Giovedì 18 gennaio 2018 ore 18.00 Sala Montanari

 

Le strade del gioco

 Daniela Brunelli

Presidente della Società Letteraria di Verona

e

Paolo Magagnin

Docente di Lingua cinese, Università Ca’ Foscari Venezia

 presentano

Michela Gecele

autrice della serie Ada, torte e delitti.

 Nel nuovo romanzo di Michela Gecele Ada Hartmann

si imbatte in un mondo di scommesse.

Tutto inizia con una cena nel ristorante cinese sotto casa e prosegue attraverso un confronto fra vittime, investigatori, colpevoli improntato su filosofie, saperi, modi di pensare a cavallo fra Oriente e Occidente.

 

Società Letteraria di Verona, p.tta scalette Rubiani, 1 – info te. 045595949

 

Ingresso libero fino ad esaurimento posti

La presentazione sarà trasmessa in diretta audio streaming

http://www.societaletteraria.it/streaming/

 

L’autrice Michela Gecele, nata a Torino, da qualche anno risiede a Catania, dove svolge la professione di medico psichiatra e psicoterapeuta. S’interessa della connessione fra gli esseri umani, il mondo in cui sono immersi e le lingue che parlano. Da molti anni coltiva la passione per la letteratura di genere – i Gialli – e dalla sua penna è nata la serie di Ada, torte e delitti, della quale Le strade del gioco è l’ultimo pubblicato dalle Edizioni Forme Libere.

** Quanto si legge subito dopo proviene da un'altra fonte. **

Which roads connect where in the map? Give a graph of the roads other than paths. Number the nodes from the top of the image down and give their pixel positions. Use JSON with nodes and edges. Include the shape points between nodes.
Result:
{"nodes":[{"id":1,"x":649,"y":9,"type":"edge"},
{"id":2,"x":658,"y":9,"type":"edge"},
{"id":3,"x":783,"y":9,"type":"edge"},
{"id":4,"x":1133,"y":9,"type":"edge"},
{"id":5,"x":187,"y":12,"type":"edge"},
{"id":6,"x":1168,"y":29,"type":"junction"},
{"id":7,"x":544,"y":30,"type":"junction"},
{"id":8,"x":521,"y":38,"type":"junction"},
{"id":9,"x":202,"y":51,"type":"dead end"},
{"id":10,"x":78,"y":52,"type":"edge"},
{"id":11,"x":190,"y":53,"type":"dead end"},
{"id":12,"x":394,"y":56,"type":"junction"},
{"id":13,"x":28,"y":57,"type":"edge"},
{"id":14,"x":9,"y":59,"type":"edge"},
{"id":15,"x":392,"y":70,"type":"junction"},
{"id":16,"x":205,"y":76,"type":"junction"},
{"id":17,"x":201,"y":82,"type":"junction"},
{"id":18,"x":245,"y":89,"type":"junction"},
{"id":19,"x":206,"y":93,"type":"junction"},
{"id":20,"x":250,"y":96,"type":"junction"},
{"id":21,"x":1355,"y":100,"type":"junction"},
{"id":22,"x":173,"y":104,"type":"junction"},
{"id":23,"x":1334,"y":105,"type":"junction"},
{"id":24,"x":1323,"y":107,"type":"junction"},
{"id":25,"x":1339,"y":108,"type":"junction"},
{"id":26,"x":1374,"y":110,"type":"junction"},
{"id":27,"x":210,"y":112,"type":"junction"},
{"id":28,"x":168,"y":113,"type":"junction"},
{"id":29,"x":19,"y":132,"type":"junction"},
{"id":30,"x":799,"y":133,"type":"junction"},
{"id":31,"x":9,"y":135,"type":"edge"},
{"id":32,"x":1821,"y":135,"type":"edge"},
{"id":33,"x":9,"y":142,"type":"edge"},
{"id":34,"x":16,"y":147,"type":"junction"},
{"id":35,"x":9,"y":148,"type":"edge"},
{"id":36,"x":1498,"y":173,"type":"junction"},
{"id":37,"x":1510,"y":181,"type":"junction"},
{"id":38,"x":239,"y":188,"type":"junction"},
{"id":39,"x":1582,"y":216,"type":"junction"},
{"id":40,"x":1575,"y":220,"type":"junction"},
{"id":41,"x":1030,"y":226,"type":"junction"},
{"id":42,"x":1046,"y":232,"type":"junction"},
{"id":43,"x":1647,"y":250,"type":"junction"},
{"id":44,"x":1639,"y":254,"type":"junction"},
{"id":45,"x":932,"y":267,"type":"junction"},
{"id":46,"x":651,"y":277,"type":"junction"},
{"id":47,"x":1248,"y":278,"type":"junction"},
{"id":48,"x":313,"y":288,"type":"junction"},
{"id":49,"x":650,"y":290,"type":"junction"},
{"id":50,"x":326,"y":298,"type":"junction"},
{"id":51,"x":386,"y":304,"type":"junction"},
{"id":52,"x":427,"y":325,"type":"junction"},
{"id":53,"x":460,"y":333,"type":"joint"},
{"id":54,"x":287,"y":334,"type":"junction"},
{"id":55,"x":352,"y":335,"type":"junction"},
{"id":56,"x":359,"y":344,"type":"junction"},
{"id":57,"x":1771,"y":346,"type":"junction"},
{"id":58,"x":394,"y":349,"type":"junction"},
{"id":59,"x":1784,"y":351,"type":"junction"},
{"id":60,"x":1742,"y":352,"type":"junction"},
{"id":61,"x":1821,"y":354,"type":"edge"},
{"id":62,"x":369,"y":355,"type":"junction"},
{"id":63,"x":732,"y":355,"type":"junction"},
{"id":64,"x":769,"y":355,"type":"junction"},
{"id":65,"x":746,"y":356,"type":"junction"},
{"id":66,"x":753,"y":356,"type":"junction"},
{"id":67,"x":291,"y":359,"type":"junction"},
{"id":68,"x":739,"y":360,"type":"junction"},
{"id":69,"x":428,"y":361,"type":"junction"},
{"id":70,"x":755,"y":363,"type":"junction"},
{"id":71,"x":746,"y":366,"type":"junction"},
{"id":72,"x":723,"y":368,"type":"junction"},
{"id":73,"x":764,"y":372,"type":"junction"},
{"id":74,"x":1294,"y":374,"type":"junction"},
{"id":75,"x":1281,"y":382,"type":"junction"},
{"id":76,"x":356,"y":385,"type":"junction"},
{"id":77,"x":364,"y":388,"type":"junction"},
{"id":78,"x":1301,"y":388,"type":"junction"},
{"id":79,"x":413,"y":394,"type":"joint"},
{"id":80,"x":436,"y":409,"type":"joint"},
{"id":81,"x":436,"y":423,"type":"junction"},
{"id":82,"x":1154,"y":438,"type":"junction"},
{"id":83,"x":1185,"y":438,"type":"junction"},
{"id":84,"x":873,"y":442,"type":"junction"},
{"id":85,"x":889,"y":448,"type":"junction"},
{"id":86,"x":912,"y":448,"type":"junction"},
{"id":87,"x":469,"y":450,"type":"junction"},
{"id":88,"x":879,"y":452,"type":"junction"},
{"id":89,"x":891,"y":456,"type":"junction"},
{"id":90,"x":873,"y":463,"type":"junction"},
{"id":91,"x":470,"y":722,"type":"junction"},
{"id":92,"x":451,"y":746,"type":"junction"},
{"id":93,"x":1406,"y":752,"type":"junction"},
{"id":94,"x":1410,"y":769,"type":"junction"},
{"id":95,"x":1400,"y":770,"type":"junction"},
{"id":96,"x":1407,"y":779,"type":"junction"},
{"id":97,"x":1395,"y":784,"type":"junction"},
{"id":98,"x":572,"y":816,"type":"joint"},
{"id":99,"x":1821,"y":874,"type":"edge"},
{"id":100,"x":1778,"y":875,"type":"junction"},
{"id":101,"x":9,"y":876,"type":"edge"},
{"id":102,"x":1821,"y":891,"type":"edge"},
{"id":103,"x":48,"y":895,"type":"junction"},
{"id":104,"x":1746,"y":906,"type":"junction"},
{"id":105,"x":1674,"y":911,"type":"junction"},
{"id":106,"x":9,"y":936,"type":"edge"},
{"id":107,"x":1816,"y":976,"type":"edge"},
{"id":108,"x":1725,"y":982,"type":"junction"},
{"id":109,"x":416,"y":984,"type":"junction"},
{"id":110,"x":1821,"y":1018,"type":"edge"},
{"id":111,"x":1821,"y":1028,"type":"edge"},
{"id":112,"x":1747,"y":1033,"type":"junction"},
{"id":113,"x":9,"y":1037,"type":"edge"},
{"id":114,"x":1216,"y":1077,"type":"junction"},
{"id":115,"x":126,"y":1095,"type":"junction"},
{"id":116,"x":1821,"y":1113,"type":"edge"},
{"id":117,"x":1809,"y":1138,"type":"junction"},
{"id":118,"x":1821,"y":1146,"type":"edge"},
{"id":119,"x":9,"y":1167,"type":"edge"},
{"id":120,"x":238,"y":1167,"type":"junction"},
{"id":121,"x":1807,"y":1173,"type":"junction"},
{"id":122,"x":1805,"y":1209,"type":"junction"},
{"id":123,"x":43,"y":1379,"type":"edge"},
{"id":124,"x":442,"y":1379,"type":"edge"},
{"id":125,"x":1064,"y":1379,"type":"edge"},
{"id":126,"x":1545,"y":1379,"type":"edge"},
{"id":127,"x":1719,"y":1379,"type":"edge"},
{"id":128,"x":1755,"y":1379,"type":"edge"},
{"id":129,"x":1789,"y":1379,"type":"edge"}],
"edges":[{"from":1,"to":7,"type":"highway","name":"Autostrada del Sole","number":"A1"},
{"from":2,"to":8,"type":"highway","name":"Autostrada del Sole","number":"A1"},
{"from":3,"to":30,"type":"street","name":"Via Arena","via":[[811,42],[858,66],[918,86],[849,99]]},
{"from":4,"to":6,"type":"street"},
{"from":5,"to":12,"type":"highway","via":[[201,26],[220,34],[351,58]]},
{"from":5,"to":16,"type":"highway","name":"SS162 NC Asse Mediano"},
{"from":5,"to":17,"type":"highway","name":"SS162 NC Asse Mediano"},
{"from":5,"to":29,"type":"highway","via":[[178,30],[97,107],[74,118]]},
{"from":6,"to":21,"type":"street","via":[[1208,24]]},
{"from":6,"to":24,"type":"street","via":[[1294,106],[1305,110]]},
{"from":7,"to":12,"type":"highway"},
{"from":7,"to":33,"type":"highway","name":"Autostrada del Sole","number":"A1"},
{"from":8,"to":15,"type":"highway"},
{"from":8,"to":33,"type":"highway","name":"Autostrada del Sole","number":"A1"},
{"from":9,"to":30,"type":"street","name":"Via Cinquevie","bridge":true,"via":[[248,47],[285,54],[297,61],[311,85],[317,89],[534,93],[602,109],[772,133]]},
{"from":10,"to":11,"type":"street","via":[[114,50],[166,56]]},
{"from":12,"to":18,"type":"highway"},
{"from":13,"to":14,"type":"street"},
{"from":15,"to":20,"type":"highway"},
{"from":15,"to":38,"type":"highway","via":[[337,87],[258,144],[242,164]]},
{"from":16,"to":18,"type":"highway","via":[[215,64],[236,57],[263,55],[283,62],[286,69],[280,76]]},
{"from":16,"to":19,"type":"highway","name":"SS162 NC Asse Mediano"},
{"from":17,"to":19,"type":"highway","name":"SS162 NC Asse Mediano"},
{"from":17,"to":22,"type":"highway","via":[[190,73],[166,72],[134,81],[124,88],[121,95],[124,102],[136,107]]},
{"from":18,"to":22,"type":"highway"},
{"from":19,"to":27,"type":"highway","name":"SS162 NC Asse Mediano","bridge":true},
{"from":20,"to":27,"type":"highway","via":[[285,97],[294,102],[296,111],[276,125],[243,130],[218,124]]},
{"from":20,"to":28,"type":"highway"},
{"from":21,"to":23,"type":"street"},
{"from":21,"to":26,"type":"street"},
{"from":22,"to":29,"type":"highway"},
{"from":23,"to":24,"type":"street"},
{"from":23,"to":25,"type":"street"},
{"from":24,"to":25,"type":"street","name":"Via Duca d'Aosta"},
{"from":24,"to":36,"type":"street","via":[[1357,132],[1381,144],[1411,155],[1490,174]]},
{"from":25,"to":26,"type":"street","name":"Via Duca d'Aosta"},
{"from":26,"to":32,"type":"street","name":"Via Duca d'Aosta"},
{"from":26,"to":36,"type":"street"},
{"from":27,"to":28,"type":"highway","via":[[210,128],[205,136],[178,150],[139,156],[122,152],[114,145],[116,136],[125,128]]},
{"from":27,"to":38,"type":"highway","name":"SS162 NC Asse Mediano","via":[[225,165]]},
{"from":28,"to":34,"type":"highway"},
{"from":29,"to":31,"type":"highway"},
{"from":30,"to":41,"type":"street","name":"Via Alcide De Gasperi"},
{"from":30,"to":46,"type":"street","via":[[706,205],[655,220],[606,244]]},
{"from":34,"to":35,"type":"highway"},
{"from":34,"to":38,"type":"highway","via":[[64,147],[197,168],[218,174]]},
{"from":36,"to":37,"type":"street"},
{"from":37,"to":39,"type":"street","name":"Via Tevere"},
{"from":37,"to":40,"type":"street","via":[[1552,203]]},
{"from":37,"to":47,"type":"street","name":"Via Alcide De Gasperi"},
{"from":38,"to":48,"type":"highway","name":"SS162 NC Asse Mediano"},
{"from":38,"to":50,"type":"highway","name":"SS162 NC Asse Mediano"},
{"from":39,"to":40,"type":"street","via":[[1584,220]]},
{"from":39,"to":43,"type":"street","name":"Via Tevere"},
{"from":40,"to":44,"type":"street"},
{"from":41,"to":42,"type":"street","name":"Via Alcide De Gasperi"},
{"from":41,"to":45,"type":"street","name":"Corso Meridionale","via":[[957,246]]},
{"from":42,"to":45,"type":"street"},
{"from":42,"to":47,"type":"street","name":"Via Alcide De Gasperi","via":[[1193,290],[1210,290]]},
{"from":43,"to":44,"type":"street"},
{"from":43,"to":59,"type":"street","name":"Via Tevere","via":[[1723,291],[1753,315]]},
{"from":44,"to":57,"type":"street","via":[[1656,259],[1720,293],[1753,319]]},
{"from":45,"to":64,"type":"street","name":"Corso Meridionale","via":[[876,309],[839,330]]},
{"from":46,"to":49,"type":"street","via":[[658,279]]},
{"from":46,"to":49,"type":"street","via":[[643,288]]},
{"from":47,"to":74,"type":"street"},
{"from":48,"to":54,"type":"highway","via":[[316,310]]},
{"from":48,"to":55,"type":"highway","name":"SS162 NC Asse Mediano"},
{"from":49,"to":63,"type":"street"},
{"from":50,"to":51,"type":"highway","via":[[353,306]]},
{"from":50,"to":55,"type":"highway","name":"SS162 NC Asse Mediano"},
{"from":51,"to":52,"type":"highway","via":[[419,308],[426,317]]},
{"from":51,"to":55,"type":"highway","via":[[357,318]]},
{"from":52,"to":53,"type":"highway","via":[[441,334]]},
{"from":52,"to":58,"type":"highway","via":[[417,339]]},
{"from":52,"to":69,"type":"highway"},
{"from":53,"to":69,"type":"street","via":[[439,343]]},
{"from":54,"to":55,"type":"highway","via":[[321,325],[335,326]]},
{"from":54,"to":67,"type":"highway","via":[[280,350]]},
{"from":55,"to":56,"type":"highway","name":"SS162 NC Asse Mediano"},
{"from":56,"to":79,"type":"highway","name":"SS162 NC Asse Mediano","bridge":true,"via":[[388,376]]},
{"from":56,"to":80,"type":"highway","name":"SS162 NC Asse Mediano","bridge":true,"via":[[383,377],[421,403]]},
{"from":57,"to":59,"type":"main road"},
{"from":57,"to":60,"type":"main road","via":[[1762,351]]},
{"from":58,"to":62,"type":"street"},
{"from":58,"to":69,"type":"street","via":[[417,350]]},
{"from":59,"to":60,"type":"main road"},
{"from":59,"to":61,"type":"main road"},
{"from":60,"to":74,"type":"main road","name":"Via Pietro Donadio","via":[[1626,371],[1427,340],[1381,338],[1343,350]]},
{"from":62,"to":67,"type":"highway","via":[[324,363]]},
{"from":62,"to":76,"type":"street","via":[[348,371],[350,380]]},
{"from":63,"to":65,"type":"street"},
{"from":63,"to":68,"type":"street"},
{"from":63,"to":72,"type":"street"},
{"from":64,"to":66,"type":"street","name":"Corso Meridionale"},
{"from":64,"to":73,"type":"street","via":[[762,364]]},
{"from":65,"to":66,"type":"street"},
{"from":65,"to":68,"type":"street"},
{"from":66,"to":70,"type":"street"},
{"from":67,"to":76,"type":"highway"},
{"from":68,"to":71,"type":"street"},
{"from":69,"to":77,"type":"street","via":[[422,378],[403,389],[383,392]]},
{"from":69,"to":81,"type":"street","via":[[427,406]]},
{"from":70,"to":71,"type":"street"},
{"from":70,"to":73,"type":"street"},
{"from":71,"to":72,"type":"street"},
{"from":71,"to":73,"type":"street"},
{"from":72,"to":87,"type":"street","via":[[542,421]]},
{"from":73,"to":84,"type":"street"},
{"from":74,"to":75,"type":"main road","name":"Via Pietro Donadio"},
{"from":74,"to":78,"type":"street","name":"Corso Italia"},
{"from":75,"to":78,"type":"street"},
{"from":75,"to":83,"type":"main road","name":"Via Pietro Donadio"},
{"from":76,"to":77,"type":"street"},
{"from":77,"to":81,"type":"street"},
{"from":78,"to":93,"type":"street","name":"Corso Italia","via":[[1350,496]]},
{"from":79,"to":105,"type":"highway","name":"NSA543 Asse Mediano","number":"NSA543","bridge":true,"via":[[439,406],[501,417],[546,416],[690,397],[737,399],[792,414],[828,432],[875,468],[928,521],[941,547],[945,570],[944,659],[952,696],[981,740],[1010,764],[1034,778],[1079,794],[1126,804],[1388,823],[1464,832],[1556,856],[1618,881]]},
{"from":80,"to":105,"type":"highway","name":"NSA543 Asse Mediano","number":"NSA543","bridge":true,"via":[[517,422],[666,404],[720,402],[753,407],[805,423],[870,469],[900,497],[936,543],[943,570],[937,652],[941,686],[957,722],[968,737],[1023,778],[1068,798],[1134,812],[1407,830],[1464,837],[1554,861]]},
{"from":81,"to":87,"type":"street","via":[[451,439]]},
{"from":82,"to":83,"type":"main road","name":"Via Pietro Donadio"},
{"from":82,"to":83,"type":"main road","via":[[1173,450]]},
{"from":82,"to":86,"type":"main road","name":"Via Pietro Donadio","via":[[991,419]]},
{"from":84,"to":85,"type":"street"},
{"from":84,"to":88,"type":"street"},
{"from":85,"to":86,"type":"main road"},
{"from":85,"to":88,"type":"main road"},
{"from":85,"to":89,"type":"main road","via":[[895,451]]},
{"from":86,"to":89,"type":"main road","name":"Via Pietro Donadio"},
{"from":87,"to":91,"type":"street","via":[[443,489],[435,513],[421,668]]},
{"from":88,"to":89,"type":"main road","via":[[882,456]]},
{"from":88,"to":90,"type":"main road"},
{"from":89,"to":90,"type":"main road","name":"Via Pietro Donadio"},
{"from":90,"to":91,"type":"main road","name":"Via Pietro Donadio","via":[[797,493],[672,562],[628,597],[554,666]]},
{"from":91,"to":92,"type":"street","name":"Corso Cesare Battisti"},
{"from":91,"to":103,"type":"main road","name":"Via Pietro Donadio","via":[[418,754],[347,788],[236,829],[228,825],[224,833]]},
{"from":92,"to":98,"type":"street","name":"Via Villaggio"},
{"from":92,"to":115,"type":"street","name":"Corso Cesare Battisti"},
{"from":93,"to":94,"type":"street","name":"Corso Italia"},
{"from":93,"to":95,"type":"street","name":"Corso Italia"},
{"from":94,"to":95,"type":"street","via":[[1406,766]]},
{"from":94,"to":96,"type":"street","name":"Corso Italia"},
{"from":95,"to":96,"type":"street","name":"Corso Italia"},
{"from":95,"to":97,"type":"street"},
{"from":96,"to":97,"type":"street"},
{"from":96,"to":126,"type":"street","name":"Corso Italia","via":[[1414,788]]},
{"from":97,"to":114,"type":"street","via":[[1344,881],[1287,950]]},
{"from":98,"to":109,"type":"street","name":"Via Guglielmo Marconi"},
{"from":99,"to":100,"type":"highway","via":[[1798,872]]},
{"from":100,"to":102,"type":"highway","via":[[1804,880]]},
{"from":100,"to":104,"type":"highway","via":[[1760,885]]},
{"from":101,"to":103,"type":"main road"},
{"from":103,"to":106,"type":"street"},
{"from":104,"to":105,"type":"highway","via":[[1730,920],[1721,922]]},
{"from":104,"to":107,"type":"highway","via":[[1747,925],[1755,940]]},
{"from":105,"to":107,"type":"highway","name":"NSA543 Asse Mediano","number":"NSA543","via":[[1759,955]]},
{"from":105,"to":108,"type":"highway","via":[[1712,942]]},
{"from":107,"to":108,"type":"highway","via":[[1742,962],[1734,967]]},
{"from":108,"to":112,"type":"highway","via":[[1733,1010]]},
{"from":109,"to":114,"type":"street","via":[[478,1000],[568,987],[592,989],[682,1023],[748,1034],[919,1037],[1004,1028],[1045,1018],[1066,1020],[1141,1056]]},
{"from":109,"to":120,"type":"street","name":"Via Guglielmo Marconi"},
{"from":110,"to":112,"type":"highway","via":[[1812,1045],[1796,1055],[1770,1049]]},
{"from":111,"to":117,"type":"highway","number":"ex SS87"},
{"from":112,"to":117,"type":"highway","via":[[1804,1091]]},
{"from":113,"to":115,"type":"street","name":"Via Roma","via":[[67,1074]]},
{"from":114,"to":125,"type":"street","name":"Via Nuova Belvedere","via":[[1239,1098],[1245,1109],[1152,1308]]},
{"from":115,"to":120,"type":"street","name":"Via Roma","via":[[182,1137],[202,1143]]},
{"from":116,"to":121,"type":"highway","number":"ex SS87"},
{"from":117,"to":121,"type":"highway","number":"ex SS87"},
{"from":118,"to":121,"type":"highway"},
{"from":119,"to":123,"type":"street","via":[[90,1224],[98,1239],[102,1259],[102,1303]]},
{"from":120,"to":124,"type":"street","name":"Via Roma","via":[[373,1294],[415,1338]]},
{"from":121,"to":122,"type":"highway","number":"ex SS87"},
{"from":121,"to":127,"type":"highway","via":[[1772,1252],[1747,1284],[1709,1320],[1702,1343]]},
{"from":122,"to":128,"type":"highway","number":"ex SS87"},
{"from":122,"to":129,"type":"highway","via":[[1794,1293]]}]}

La protagonista dei suoi “gialli” è Ada Hartmann, nata a Berlino ovest nel 1972, e per frutto del caso trasferitasi a Catania, dove insegna sociologia. Ada Hartmann ama perdersi per le strade della città, per poi ritrovarsi in qualche caffè o pasticceria. Insaziabile consumatrice e produttrice di torte, amante dei misteri, tanto da trasformarsi in un’abile investigatrice.

 Le strade del gioco

Dopo un’avventura iniziata in aereo e diffusa fra due continenti, Ada Hartmann viene coinvolta in una vicenda che si svolge interamente a Catania; ma non si tratta di una vicenda locale: i fili della globalizzazione si intrecciano con tradizione, affari e malaffari della città etnea, costruendo una trama densa, veloce e, come sempre, sorprendente. Tutto inizia con la visita a Catania di un’amica cinese di Ada e con una semplice cena nel ristorante cinese sotto casa. La cena si trasformerà in un pranzo di nozze e sarà l’inizio del vortice che porterà Ada in un intrico di trame sociali, vizi pubblici o privati e fantasmi personali. Sulla scena compariranno, fra gli altri, un’astrologa profonda conoscitrice dei “giochi” della città e un commissario residente al Fortino, cuore popolare delle infinite strade di Catania.